[[ DATA TO PROCESS open ]]

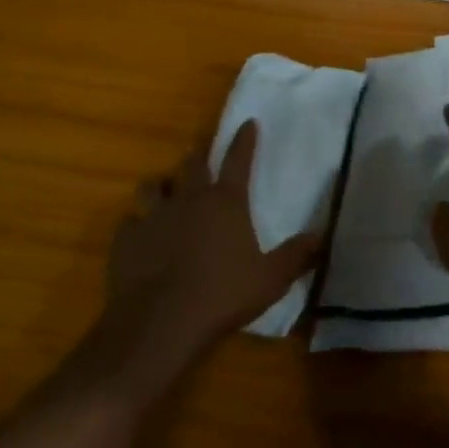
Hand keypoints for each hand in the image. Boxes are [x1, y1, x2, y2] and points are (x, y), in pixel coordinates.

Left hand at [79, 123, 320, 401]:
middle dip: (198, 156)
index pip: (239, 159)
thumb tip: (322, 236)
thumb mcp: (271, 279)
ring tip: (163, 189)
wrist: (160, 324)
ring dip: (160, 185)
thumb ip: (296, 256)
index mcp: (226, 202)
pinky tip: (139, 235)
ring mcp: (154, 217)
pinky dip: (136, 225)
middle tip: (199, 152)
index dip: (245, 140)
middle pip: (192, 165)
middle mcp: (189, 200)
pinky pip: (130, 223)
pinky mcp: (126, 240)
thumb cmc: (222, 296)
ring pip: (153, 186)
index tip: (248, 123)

[[ DATA TO PROCESS closed ]]
[[ DATA TO PROCESS open ]]

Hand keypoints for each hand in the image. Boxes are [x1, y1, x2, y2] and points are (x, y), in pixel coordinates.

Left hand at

[[ DATA TO PROCESS closed ]]

For every line of the material that holds the word "thumb", make a copy.

thumb tip: (322, 236)
thumb mcp: (271, 279)
thumb ip: (296, 256)
thumb cmc: (222, 296)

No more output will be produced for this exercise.